DATA SUPPLIED:

----

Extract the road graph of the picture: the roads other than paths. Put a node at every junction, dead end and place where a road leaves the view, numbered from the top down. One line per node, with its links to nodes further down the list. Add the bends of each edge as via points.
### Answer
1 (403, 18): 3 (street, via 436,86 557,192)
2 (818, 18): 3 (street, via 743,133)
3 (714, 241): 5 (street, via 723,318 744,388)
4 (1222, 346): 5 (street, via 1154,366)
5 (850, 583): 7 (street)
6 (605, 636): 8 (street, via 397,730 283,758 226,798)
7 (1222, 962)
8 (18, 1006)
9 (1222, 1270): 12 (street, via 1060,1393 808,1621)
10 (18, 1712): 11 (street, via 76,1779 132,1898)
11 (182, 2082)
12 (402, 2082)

----

Set down the whole listing again, exactly as it was given.

WRITTEN RESPONSE:
Extract the road graph of the picture: the roads other than paths. Put a node at every junction, dead end and place where a road leaves the view, numbered from the top down. One line per node, with its links to nodes further down the list. Add the bends of each edge as via points.
### Answer
1 (403, 18): 3 (street, via 436,86 557,192)
2 (818, 18): 3 (street, via 743,133)
3 (714, 241): 5 (street, via 723,318 744,388)
4 (1222, 346): 5 (street, via 1154,366)
5 (850, 583): 7 (street)
6 (605, 636): 8 (street, via 397,730 283,758 226,798)
7 (1222, 962)
8 (18, 1006)
9 (1222, 1270): 12 (street, via 1060,1393 808,1621)
10 (18, 1712): 11 (street, via 76,1779 132,1898)
11 (182, 2082)
12 (402, 2082)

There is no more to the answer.